Your assignment> If a line includes the word "compass", it belongs in the count; state the total for the data below and add nothing.
────────
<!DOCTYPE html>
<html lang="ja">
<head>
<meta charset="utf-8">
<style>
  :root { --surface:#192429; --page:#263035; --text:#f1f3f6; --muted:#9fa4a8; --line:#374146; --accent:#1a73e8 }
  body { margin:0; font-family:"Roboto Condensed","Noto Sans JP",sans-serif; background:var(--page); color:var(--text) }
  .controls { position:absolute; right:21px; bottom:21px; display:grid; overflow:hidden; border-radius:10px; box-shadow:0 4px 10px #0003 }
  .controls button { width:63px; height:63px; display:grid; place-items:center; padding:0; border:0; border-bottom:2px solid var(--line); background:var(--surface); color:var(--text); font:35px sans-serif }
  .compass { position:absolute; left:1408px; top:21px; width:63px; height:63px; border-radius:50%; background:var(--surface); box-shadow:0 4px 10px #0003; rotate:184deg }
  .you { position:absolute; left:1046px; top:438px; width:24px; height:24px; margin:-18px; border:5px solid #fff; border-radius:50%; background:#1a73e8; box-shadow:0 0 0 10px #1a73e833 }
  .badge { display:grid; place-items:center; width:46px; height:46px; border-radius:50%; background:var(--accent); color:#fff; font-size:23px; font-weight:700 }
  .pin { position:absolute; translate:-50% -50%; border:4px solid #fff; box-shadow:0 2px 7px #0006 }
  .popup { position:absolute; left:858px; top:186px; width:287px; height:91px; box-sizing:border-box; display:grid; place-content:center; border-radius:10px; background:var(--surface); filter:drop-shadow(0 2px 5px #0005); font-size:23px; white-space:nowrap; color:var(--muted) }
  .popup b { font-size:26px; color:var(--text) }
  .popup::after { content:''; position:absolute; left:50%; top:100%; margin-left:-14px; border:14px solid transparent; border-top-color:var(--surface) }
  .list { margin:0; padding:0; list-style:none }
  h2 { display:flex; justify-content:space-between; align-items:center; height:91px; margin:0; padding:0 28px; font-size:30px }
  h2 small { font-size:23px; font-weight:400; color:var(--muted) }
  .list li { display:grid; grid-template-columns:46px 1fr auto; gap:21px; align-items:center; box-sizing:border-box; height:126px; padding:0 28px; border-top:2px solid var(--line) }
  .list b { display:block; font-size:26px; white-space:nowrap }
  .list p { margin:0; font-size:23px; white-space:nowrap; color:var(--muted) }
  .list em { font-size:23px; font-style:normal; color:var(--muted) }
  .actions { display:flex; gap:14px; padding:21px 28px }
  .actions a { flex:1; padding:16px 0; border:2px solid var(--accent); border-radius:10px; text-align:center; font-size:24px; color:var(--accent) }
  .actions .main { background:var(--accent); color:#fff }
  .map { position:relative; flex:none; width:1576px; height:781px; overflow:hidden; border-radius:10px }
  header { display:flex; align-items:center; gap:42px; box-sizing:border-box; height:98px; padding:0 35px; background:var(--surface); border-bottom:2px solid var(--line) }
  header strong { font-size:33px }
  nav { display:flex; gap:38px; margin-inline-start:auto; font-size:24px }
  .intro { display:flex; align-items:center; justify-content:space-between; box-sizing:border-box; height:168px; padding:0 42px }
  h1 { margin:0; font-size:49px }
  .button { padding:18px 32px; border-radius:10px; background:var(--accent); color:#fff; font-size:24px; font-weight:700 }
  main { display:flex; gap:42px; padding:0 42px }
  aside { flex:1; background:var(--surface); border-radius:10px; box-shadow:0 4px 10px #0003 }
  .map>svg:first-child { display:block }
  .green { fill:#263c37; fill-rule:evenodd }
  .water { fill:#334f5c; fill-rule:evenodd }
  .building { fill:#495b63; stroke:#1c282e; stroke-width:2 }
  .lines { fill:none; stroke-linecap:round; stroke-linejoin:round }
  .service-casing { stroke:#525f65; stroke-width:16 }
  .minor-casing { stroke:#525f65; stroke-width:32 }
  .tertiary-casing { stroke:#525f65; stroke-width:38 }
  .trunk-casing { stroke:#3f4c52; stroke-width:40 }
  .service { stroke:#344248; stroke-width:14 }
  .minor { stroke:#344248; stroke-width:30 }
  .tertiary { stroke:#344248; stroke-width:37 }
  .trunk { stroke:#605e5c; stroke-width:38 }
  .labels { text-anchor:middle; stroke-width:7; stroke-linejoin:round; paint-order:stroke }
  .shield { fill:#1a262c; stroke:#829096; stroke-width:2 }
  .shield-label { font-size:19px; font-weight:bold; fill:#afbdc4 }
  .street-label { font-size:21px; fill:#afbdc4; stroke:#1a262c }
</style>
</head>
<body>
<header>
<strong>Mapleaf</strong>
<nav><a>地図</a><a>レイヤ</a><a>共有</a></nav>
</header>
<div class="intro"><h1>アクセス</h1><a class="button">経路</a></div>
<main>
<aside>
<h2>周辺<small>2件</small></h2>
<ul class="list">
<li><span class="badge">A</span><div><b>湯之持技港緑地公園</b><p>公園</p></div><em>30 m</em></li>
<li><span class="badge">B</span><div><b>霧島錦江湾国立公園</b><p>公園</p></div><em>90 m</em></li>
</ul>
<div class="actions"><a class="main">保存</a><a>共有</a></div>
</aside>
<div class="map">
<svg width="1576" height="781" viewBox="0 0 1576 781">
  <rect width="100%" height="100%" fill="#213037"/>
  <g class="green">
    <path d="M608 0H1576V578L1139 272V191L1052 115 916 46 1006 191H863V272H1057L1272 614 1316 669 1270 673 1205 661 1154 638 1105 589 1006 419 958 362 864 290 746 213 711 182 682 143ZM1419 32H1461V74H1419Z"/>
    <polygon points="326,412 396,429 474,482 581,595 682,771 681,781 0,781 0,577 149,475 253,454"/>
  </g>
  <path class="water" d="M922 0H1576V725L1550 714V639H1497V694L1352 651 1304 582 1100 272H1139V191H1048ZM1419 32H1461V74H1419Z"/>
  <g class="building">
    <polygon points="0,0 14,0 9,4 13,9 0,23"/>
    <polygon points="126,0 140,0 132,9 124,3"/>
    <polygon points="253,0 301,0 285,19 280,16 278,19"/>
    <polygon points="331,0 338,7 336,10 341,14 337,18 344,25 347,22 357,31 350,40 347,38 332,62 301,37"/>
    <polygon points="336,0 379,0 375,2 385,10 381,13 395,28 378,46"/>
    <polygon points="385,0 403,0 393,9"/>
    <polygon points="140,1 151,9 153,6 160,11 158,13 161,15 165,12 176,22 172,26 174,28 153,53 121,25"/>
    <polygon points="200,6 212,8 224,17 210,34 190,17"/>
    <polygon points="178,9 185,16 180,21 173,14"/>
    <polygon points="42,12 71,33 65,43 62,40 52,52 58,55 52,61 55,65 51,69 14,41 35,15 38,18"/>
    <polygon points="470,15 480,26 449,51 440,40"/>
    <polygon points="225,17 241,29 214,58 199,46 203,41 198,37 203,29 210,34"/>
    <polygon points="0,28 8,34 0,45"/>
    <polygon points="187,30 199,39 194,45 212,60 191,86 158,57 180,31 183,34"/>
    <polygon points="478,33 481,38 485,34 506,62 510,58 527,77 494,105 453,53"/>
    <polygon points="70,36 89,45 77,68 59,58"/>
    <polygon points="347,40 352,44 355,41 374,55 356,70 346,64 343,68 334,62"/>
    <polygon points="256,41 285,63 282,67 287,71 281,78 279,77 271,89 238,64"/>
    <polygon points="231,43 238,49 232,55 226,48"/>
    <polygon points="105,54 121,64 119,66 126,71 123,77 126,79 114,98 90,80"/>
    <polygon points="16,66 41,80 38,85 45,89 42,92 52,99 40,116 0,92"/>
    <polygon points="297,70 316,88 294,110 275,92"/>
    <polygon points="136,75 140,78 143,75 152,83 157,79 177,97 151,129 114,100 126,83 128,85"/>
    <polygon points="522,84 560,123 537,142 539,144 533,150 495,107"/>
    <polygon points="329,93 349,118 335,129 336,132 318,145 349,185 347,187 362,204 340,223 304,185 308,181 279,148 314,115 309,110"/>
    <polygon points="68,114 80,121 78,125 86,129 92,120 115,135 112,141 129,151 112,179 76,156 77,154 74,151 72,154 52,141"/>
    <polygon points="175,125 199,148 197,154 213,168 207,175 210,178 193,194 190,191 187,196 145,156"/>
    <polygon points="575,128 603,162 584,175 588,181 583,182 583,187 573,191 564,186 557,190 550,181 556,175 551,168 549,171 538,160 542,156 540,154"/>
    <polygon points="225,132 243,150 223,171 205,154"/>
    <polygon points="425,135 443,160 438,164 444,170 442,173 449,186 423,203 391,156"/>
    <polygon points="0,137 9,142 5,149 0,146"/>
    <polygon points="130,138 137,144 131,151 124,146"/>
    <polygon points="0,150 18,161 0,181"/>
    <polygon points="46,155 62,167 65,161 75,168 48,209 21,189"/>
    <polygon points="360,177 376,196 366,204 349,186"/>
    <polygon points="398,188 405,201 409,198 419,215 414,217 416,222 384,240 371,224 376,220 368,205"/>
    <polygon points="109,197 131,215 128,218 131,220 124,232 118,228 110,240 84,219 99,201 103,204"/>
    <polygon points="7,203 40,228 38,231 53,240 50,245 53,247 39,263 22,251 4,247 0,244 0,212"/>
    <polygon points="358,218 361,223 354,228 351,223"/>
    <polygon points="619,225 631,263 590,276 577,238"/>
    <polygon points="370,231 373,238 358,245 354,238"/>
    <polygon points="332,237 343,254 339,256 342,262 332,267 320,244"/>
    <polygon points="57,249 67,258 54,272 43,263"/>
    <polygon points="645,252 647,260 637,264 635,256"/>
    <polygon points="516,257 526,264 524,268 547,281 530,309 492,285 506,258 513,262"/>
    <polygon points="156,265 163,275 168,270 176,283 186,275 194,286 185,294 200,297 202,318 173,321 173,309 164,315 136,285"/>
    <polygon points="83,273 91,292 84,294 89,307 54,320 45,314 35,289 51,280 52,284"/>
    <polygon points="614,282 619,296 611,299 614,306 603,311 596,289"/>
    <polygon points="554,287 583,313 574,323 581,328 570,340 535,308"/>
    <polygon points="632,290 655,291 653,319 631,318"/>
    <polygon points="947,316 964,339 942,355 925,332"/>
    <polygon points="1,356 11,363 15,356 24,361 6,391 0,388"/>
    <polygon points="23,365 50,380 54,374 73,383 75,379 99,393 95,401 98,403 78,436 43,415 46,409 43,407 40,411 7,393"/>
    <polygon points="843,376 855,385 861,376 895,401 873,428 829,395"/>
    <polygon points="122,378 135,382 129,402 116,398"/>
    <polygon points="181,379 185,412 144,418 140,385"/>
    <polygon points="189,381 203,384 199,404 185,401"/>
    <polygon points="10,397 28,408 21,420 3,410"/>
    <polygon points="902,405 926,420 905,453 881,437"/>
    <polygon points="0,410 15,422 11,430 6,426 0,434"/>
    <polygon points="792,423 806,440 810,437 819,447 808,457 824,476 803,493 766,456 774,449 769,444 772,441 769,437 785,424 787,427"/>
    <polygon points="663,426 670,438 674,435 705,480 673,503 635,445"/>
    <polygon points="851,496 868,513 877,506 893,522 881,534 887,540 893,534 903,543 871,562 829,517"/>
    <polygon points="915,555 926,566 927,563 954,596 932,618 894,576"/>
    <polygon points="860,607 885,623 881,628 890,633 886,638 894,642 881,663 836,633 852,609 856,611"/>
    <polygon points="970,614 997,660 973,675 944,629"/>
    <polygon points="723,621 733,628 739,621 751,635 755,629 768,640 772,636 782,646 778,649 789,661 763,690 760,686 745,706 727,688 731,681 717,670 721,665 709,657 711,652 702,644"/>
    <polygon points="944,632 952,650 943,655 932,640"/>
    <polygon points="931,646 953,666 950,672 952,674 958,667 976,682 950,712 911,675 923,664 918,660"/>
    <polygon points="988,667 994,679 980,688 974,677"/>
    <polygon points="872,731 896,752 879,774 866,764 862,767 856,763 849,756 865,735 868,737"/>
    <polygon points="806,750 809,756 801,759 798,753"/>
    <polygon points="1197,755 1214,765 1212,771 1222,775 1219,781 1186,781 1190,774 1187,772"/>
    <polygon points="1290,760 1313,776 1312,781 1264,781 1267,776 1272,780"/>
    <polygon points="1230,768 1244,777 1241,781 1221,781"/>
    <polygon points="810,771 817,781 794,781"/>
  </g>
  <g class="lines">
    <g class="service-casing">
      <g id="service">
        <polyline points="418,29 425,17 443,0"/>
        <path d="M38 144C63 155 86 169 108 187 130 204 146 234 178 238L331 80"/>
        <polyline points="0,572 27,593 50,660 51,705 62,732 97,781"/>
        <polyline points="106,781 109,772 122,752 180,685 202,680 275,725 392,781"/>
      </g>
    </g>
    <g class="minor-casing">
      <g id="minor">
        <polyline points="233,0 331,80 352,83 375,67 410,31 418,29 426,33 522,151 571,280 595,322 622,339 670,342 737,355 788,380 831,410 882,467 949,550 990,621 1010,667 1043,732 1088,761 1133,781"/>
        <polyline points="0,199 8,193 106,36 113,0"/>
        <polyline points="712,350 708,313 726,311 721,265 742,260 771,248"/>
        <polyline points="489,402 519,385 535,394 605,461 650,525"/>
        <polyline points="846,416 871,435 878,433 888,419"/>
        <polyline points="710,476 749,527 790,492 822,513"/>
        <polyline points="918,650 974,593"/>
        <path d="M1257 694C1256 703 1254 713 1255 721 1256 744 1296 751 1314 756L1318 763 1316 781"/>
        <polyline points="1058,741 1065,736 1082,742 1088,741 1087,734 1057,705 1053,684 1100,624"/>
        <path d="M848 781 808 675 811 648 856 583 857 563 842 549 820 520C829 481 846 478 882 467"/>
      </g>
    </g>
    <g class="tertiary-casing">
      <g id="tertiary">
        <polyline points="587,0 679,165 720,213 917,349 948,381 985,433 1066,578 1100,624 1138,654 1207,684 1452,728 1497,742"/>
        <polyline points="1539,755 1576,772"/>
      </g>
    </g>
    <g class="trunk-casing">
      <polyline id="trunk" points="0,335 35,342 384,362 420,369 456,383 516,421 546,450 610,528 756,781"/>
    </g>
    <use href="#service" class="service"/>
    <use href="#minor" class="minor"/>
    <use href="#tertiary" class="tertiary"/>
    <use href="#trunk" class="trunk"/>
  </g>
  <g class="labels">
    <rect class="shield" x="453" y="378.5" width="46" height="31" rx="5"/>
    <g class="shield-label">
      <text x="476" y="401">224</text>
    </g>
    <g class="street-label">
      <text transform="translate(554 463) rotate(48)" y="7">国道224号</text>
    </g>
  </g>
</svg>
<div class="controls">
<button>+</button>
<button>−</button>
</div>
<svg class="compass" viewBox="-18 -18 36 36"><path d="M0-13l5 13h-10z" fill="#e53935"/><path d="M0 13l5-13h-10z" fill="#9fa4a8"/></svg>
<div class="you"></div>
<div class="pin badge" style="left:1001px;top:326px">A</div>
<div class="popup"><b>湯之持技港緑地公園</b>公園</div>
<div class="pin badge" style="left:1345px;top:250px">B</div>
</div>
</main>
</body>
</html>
────────
Problem solution> 2